TurnTrout comments on Training a Reward Hacker Despite Perfect Labels

TurnTrout 15 Aug 2025 0:46 UTC
LW: 7 AF: 2
1
AF
Retrospective: This is a win for the frame of “reward reinforces previous computations.” Ever since 2022, I’ve thought of “reward” as reinforcing the computations which led to the reward and as a chisel which carves circuits into the policy. From “Reward is not the optimization target”:
What reward actually does is reinforce computations which lead to it…
I suggest that you mechanistically model RL agents as executing behaviors downstream of past reinforcement (e.g. putting trash away), in addition to thinking about policies which are selected for having high reward on the training distribution (e.g. hitting the button). The latter form of reasoning skips past the mechanistic substance of reinforcement learning: The chiseling of computations responsible for the acquisition of the cognition-updater...
In my view, reward’s proper role isn’t to encode an objective, but a reinforcement schedule, such that the right kinds of computations get reinforced within the AI’s mind.
By thinking about reward in this way, I was able to predict^[1] and encourage the success of this research direction.
Ariana showed that in this coding environment, it’s not just about what the AI ends up choosing but also why the AI made that choice to begin with. Even though we “perfectly” reinforce the AI for doing what we wanted (i.e. avoiding special cases), we also often reinforced the system for the wrong reasons (i.e. considering special-casing the algorithm, even when not asked to do so). The AI’s propensity to consider doing the wrong thing was reinforced and so the AI generalized to hack more in-distribution.
Assuming these results generalize, the trained policy is not just determined by the outputs which get rewarded. The trained policy also depends on which intermediate computations get rewarded.

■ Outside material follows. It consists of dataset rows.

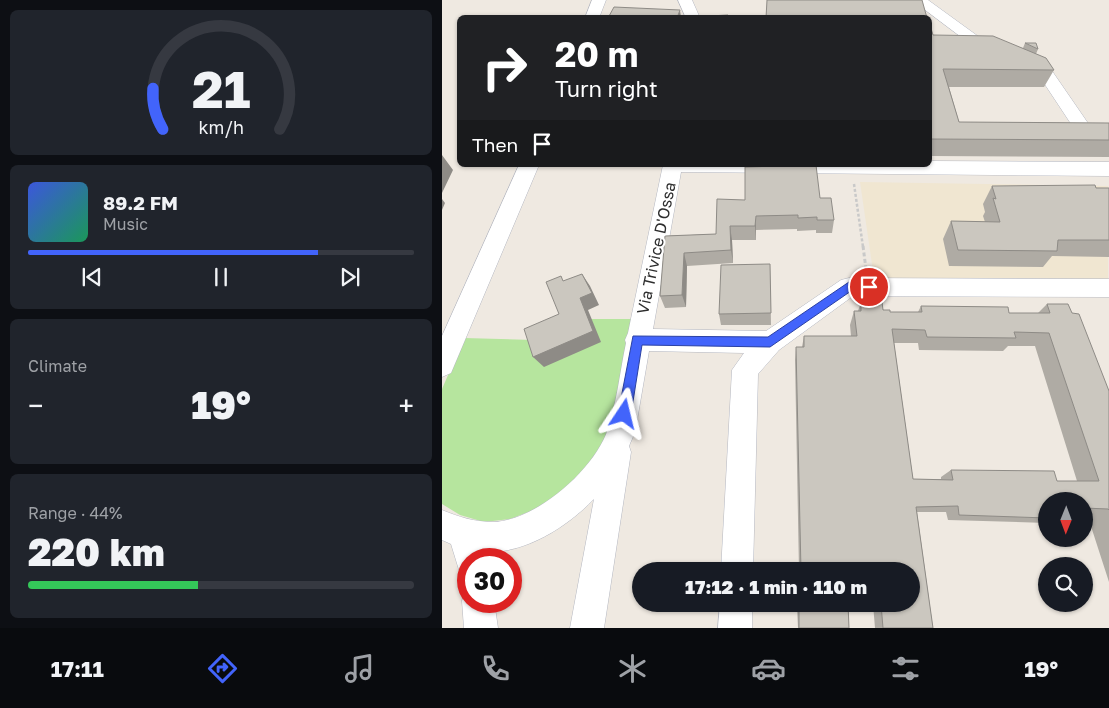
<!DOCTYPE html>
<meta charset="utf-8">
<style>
:root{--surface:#171b24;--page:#20242c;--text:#f1f3f6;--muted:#9ea1a6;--line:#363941;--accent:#4264fb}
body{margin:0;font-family:"Golos Text",sans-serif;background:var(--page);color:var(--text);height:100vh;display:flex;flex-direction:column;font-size:19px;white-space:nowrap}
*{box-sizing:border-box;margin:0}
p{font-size:16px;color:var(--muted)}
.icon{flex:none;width:28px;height:28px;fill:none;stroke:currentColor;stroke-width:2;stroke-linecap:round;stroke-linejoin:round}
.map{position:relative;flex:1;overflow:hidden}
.sheet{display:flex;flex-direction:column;gap:10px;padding:10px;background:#0d0f14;width:442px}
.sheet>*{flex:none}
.guide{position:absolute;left:15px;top:15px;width:475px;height:152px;border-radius:8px;box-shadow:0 1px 4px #0004;background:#202124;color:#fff;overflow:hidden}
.needle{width:32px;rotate:181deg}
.controls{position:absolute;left:596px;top:492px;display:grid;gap:10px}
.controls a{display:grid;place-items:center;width:55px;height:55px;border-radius:50%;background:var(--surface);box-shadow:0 1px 4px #0004;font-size:25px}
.speed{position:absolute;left:15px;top:548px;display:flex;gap:10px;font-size:25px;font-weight:700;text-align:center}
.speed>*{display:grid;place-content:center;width:65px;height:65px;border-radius:50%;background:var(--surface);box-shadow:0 1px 4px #0004;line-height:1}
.speed .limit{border:8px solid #d22;background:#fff;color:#111}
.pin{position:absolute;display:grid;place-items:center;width:42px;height:42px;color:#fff;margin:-21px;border:2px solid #fff;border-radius:50%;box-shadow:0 1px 5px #0007}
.me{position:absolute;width:55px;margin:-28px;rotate:10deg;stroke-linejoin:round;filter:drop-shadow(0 0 4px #0008)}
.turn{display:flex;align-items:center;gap:18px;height:105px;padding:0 15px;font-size:22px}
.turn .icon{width:65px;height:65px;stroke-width:2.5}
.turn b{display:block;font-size:35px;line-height:42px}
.then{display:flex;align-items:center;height:48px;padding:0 15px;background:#0003;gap:10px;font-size:19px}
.big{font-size:38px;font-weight:800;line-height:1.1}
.sheet .widget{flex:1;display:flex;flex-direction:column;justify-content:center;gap:8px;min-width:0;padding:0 18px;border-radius:8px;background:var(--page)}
.sheet .dial{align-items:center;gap:0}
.dial svg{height:130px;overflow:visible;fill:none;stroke:var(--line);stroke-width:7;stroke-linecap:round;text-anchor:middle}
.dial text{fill:var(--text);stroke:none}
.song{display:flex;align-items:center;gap:15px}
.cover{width:60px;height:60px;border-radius:8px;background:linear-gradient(135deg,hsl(230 70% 55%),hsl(150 70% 35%))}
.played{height:5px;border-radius:2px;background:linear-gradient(90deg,var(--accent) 75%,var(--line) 75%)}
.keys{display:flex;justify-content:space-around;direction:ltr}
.heat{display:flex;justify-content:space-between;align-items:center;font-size:28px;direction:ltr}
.charge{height:8px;border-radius:4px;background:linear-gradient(90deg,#34c759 44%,var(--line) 0)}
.trip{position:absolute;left:190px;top:562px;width:288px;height:50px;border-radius:25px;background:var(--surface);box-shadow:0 1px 4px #0004;font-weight:800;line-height:50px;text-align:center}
.dock{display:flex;height:80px;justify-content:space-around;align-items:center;background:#090b0e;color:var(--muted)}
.dock .icon{width:35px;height:35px}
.dock .active{color:var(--accent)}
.dock b{font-size:22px;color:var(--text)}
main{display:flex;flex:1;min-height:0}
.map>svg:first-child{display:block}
</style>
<main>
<section class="sheet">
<div class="widget dial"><svg viewBox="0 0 100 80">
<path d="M14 69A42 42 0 1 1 86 69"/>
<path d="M14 69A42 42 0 0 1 8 44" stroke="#4264fb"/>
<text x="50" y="56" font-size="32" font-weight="700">21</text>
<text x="50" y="72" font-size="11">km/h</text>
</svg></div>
<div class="widget">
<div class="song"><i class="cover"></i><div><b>89.2 FM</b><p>Music</p></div></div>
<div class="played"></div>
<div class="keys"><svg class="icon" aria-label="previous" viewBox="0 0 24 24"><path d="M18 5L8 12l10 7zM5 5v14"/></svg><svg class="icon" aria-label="pause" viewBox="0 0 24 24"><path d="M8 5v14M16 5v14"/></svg><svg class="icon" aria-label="next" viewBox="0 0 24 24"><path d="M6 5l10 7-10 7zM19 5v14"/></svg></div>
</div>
<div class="widget"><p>Climate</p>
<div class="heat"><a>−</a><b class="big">19°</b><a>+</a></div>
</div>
<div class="widget"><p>Range · 44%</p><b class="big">220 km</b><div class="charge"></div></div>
</section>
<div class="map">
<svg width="667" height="628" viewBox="0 0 667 628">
<rect width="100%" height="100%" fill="#efe9e1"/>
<path fill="#f0e6d1" d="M 418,182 L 666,186 L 666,282 L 432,278 Z"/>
<path fill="#b6e59e" d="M 149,319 L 193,319 L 169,432 L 148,470 L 97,508 L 68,519 L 42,522 L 18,515 L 0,504 L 0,389 L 22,338 L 158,342 Z"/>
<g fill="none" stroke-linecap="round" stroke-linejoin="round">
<g stroke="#b4b7c1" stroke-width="1">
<path id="minor" d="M 150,0 L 164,0 L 157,18 L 143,18 Z
M 236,0 L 250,0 L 258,18 L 244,18 Z
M 470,0 L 486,0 L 537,37 L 608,68 L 650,129 L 647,133 L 635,133 L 596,74 L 527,43 Z
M 488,161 L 667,162 L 667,176 L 239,172 L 211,329 L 324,331 L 399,280 L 407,278 L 667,279 L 667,297 L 411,296 L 337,350 L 316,374 L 311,571 L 279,571 L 290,370 L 302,353 L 207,351 L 193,432 L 187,446 L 189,452 L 162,628 L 128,628 L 152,499 C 125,527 83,554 42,552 L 44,559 L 26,559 L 26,574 L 17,570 L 9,544 L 0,540 L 0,510 C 17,517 32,522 52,522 C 95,520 153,469 166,429 C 175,402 178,371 184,343 L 183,340 L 186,333 L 221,165 L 488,165 Z
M 77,165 L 97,165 L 9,373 L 0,377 L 0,336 Z
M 24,589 L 26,589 L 26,601 L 52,601 L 56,628 L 22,628 L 20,601 Z
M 278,604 L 310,604 L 310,628 L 276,628 Z"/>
</g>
<path stroke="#c9c9c9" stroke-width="2.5" stroke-dasharray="3 2" stroke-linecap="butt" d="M 412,184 L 421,247"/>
<path stroke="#c9c9c9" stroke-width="3" stroke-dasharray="4 2.5" stroke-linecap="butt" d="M 421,246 L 424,269"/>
<use href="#minor" fill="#fff" fill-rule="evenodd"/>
</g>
<path fill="#afaba4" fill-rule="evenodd" d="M 488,25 L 491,35 L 581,48 L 583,43 L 596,49 L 594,54 L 612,70 L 602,87 L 507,87 L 517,122 L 667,123 L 667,157 L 488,156 Z
M 550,186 L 667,188 L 667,257 L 610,256 L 601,267 L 507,266 L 501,239 L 509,221 L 543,222 L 541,216 L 543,212 L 541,204 Z
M 378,198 L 392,220 L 390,233 L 374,233 L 374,230 L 355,231 L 355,229 L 314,230 L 314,240 L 290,240 L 291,263 L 245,266 L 244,307 L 223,308 L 218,296 L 223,236 L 274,234 L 303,200 Z
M 328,264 L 329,325 L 279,325 L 277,314 Z
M 419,302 L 448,312 L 476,312 L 479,306 L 567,313 L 596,313 L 605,304 L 630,313 L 667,391 L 667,582 L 645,514 L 642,514 L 642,501 L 605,501 L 605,523 L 506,520 L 504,512 L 475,512 L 491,628 L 433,628 L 431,604 L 469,604 L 469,571 L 357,571 L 353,360 L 354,347 L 360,347 L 362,336 L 409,336 L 408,325 L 412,311 L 416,311 ZM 452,343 L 476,343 L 477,350 L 561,351 L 566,346 L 593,346 L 635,481 L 615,481 L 509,470 L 499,477 L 499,479 L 471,479 Z
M 358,604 L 406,604 L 407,628 L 356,628 L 355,606 L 358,606 Z"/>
<path fill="#8e8b86" d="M 238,10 L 239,18 L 235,18 Z
M 0,155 L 11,170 L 0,193 Z
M 0,199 L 3,203 L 0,210 Z
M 314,216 L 314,240 L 313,226 Z
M 288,226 L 290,240 L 291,263 L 289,250 Z
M 242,253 L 245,266 L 244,307 L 240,295 Z
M 140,274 L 148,286 L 157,305 L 146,310 L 159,342 L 102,367 L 91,357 L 138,298 Z"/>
<path fill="#cbc7bf" stroke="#8e8b86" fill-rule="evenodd" d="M 325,0 L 480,0 L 485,18 L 324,18 Z
M 172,7 L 238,10 L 235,18 L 166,18 Z
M 286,15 L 287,18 L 267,18 L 267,16 Z
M 488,25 L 491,35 L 551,36 L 604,58 L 612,70 L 501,69 L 517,122 L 667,123 L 667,140 L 488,139 Z
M 583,43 L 594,43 L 596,49 Z
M 374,165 L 378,198 L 389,198 L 392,220 L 375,220 L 375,217 L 356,218 L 356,215 L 314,216 L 313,226 L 288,226 L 289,250 L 242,253 L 240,295 L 218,296 L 223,236 L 274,234 L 275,199 L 303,200 L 303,167 Z
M 653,185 L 654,188 L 667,188 L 667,240 L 616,240 L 615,251 L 516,250 L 509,221 L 558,222 L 551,198 L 554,199 L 550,186 Z
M 328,264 L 329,313 L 277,314 L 279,265 Z
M 140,274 L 150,293 L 138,298 L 151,331 L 91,357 L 82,329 L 117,314 L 104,282 L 119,276 L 121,281 Z
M 419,302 L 440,302 L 441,310 L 448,310 L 448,312 L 480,312 L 479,306 L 566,307 L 567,313 L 608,313 L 605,304 L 626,304 L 630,313 L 637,314 L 667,391 L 667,510 L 666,509 L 642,508 L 642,501 L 605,501 L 605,518 L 517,515 L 516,506 L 474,507 L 491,628 L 441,628 L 439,604 L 469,604 L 469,571 L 359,571 L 354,347 L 362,347 L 362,336 L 415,336 L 412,311 L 419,311 ZM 450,329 L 483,330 L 485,337 L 574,338 L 572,332 L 607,333 L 657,481 L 615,481 L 612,471 L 509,470 L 511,480 L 471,479 Z
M 359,604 L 406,604 L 407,628 L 357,628 L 357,607 L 360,607 Z"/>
<path fill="#4264fb" stroke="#2b41a3" d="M 407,282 L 427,282 L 432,287 L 427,291 L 409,291 L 328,347 L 200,345 L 189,414 L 187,418 L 182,420 L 178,418 L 176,414 L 191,336 L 326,337 Z"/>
<g text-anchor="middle" stroke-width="4" stroke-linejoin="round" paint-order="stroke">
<g font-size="16" fill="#2e2e2e" stroke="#fff">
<text transform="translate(214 248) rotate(-78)" y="6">Via Trivice D'Ossa</text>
</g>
</g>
</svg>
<div class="controls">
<a><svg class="needle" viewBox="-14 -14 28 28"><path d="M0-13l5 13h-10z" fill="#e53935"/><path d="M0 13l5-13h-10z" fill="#9ea1a6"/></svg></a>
<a><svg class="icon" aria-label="search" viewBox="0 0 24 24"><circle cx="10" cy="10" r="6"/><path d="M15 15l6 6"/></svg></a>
</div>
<div class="speed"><div class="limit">30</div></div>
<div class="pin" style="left:427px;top:287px;background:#d93025"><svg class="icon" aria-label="arrive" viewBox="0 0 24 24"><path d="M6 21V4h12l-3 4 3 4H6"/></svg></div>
<svg class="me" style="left:182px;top:414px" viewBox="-20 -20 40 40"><path d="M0-17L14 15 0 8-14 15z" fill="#4264fb" stroke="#fff" stroke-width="4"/></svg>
<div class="trip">17:12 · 1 min · 110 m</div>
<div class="guide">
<div class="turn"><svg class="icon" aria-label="right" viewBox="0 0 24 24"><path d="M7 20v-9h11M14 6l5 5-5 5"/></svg><div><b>20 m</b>Turn right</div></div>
<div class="then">Then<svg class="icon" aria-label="arrive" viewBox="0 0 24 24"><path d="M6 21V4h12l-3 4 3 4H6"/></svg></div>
</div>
</div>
</main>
<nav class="dock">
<b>17:11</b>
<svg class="icon active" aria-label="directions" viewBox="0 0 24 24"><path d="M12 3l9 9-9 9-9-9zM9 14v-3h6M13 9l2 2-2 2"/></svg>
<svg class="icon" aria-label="music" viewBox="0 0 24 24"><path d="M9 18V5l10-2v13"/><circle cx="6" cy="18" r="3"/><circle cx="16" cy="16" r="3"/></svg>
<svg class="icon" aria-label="phone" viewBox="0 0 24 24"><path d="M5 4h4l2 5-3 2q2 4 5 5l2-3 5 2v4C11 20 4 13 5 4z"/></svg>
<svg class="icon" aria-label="climate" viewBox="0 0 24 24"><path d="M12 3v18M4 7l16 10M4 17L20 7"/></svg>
<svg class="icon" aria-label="car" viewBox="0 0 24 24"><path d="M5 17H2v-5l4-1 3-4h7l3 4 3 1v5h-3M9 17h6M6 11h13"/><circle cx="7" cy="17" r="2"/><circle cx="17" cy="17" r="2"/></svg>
<svg class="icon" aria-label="filters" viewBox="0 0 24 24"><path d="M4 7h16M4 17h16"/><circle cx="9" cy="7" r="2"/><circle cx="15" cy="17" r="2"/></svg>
<b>19°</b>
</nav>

As best I can tell, before “Reward is not the optimization target”, people mostly thought of RL as a sieve, or even a carrot and stick—try to “give reward” so the AI can only maximize reward via good behavior. Few^[2] other people speculated that RL generalization is controlled by why the policy took an action. So I give myself and @Quintin Pope^[3] a bunch of points.
1. ^
  To be clear, my prediction was not as precise as “I bet you can reinforce sus CoTs and get sus generalization.” The brainstorming process went like:
  What are some of the most open important problems in alignment? → Reward hacking
  What are common assumptions about reward hacking? Oh, yeah, that hacking comes from reward function imperfections.
  Hmm I wonder whether models can be trained to reward hack even given “perfect” feedback
  We should really think more about this
  Time passes, continue encouraging research into the importance of CoT and prompts in RL (thinking about RL using the chisel-frame, as I ~always do)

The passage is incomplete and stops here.